There is a girl that I've liked since my freshman year at college. At first, we were introduced by a mutual friend and we all did hw together. A few years past where we didnt see each other but I still thought of her everyday and wondered how she was doing. In our senior year at college, we saw each other again and would talk once in awhile. I still liked her but I knew she just wanted to be friends. I would talk to her and it seemed we were becoming closer as friends. But the whole time, I always longed for something more.
Now here's the part which I don't understand and can't seem to control. Lately, whenever I see her, I act like a complete idiot. I say stuff I don't mean and just completely act mean to her. Afterwards, I always regret it but I can't seem to stop. I feel like I'm in elementary school again, where the little boy pesters the little girl cause he likes her. Around everyone else, I act normal and sane but when she enters the room, my maturity shuts off and I feel like a kid again. I'm so close to pulling her hair soon and giving her the cooties.
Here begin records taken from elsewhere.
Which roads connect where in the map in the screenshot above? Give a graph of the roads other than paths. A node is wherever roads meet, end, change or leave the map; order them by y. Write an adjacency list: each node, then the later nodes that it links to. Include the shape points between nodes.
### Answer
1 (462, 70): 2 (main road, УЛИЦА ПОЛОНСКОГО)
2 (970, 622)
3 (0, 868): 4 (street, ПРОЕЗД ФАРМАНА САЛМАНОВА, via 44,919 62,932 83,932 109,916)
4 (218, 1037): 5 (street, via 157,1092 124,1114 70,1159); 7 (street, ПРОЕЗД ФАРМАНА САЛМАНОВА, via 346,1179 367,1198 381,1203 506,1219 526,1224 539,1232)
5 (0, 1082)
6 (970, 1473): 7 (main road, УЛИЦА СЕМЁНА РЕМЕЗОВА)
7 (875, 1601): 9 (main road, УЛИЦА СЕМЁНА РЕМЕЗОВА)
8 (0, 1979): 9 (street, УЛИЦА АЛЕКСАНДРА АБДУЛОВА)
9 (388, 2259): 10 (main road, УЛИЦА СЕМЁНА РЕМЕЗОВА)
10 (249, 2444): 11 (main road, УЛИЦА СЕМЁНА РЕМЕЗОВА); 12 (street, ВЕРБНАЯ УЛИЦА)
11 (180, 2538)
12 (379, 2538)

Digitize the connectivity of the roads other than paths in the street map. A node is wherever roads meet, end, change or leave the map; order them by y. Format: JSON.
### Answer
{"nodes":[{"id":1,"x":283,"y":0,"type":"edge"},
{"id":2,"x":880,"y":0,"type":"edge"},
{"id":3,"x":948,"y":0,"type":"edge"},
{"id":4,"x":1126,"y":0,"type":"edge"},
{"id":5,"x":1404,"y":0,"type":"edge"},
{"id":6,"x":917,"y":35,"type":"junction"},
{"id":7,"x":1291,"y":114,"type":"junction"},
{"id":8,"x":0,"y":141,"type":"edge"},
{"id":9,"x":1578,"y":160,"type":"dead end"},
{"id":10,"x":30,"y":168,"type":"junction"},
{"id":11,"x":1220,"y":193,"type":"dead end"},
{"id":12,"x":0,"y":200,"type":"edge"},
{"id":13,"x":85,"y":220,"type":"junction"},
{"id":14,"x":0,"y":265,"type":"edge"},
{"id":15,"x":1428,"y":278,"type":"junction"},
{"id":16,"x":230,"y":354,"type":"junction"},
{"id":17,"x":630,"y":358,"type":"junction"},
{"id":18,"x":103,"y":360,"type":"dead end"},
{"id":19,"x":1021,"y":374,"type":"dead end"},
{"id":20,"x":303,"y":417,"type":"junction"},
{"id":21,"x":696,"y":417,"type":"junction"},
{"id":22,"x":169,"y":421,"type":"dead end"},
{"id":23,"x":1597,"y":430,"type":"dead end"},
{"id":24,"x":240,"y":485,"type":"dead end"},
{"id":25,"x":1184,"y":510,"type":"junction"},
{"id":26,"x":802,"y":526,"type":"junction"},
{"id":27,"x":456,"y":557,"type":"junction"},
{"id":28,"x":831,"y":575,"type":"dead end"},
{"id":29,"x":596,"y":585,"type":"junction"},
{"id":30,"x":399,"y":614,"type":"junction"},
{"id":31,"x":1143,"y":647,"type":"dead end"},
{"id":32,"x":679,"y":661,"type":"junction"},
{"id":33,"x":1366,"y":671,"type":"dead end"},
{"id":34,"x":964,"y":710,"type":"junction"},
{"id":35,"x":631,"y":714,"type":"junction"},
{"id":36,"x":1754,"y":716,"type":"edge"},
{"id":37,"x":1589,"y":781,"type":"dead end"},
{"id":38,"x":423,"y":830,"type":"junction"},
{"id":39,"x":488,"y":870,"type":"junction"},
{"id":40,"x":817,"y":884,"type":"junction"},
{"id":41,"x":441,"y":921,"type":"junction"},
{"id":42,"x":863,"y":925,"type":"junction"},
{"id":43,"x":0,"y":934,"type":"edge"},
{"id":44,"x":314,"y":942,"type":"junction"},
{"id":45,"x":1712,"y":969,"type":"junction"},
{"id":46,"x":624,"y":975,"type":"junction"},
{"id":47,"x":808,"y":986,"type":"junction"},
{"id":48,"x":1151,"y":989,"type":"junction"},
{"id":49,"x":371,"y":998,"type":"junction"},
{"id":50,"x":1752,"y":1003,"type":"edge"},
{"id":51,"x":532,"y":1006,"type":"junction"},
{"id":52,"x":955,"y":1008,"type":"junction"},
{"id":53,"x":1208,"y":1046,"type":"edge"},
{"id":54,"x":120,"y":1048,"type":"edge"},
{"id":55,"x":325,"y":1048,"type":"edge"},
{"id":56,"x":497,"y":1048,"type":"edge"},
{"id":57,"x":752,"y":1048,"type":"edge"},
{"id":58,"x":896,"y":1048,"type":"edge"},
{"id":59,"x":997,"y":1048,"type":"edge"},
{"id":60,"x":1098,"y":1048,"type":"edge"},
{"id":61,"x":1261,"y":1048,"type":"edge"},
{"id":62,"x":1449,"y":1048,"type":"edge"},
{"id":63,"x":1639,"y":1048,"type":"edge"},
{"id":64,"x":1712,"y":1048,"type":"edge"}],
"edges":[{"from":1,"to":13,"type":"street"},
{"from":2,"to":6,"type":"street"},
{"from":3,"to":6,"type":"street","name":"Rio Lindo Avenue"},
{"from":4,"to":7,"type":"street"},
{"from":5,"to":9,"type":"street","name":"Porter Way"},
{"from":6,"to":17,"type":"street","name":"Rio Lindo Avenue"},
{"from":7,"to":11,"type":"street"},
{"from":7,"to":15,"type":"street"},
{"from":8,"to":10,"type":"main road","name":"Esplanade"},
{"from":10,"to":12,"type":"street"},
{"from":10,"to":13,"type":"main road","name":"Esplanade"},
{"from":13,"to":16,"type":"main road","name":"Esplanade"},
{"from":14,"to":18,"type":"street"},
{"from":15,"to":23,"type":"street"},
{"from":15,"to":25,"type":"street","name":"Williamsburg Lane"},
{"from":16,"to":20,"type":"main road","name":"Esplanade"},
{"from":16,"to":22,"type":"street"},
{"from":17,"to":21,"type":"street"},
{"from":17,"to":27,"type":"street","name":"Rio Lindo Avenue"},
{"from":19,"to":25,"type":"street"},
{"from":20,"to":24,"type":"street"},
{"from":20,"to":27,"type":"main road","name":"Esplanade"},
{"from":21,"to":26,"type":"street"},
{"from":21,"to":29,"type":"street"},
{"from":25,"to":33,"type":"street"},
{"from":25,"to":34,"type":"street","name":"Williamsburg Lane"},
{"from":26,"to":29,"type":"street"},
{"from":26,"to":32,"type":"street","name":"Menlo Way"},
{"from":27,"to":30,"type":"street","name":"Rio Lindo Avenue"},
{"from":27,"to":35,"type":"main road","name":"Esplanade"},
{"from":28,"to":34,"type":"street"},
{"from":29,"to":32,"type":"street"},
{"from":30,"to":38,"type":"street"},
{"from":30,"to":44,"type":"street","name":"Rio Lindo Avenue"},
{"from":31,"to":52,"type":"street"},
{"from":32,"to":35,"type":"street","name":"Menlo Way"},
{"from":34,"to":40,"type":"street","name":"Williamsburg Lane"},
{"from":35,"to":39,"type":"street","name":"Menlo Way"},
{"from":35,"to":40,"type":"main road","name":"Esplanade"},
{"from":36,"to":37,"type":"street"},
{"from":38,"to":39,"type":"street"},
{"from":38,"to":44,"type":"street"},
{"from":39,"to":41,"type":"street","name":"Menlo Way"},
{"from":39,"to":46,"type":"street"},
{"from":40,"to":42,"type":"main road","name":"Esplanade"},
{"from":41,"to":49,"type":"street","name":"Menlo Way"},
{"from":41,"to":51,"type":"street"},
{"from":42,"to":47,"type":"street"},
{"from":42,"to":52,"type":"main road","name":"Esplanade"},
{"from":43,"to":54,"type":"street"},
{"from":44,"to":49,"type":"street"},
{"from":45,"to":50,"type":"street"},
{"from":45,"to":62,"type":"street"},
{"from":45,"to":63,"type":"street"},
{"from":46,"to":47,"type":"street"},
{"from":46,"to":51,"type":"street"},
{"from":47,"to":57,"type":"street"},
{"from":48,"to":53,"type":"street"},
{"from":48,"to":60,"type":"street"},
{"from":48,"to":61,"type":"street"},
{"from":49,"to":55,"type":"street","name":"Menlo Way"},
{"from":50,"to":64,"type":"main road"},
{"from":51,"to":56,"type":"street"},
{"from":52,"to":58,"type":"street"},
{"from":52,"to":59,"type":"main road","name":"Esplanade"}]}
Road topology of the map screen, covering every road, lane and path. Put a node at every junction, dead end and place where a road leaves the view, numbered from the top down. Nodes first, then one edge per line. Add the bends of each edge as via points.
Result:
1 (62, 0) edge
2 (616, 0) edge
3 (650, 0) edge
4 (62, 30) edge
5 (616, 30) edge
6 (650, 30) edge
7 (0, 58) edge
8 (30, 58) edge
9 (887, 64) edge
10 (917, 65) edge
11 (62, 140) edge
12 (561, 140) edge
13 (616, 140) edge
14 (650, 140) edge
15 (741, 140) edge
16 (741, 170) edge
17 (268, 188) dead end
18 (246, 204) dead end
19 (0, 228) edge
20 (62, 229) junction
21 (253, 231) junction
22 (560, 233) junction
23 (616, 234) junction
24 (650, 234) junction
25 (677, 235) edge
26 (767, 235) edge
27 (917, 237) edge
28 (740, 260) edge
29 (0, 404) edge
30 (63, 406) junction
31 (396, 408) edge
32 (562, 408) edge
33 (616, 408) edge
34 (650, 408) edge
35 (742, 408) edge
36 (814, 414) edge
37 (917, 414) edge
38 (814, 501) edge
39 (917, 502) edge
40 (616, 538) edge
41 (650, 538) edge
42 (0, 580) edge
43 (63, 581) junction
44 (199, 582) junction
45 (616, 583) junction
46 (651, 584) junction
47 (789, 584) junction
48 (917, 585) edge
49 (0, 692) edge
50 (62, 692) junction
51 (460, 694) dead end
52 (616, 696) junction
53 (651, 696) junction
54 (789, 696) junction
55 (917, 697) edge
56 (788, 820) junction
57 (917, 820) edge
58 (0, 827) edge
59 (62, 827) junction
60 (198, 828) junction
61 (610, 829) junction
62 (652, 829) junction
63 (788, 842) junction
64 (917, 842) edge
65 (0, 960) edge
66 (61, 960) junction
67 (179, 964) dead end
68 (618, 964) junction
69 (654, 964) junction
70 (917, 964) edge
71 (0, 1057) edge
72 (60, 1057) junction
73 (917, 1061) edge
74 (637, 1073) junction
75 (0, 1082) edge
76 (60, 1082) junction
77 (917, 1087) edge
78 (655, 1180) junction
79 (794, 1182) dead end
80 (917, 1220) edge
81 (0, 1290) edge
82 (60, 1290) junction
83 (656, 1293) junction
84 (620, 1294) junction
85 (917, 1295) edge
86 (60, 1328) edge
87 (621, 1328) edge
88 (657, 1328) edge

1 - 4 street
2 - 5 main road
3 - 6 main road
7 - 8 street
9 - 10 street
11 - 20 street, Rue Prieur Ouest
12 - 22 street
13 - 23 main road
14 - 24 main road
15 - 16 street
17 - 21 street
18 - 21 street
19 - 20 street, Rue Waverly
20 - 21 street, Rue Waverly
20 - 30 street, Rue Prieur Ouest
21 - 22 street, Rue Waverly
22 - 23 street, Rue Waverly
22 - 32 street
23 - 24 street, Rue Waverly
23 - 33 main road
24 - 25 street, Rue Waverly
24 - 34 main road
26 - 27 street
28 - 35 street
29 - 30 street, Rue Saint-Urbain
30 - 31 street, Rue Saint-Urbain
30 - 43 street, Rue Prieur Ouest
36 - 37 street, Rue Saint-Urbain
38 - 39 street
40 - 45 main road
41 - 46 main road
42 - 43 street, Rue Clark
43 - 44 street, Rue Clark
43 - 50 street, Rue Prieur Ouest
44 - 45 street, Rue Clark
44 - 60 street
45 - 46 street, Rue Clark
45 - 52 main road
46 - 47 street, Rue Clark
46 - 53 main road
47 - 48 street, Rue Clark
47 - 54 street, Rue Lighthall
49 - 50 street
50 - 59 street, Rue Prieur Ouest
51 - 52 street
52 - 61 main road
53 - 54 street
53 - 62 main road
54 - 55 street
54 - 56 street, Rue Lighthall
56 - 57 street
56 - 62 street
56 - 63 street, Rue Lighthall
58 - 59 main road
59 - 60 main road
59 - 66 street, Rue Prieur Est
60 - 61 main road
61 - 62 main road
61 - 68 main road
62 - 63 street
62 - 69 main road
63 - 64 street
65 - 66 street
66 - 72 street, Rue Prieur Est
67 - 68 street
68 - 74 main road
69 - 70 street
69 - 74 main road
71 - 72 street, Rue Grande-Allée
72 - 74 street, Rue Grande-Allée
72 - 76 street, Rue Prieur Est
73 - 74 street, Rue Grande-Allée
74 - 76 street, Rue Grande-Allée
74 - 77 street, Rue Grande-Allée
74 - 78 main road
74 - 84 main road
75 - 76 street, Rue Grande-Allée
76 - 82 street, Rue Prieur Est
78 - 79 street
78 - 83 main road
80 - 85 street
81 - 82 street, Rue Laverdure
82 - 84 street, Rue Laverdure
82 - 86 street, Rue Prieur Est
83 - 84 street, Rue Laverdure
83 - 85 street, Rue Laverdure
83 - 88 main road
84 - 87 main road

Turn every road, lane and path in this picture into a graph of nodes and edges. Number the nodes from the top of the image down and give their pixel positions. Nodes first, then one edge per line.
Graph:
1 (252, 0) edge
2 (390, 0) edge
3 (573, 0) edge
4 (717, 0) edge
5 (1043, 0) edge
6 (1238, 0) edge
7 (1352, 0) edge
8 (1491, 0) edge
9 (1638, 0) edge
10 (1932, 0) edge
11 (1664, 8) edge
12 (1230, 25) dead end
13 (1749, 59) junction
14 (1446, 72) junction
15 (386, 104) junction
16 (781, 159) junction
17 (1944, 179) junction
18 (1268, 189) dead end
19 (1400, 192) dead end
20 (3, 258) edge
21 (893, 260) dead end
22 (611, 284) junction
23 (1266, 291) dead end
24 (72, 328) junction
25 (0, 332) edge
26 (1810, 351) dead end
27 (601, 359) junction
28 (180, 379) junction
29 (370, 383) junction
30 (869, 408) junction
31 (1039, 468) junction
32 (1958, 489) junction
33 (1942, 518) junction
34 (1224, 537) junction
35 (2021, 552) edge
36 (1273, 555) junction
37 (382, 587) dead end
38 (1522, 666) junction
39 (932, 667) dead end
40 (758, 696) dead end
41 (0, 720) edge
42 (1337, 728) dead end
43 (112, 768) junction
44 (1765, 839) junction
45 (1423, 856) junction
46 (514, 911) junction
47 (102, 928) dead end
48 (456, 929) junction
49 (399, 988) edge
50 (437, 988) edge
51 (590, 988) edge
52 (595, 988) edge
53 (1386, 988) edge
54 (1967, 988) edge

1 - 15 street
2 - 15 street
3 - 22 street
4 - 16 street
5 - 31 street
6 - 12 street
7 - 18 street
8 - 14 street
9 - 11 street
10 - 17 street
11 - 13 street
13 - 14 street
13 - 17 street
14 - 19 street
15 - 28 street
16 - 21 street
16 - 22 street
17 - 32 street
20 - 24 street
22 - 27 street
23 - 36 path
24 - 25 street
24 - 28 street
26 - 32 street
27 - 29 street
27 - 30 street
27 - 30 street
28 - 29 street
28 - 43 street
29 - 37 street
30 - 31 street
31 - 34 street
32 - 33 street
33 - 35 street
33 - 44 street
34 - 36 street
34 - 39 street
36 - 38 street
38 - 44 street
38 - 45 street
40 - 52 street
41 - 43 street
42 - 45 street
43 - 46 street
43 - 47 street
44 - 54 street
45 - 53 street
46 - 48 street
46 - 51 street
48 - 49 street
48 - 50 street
I wonder if it's because I still like her, even after 5 years of knowing her or if deep down, I'm mad because I know she will never like me in return. I've dropped several hints that I liked her but every time, she ignores them. I feel like ripping out my heart and serving it on a plate for her. I am so frustrated with myself that I vowed to never see her again because I hate the way I act around her. No one else knows how I feel right now, but I feel as though I need to get this off my chest. Thanks RantFoo!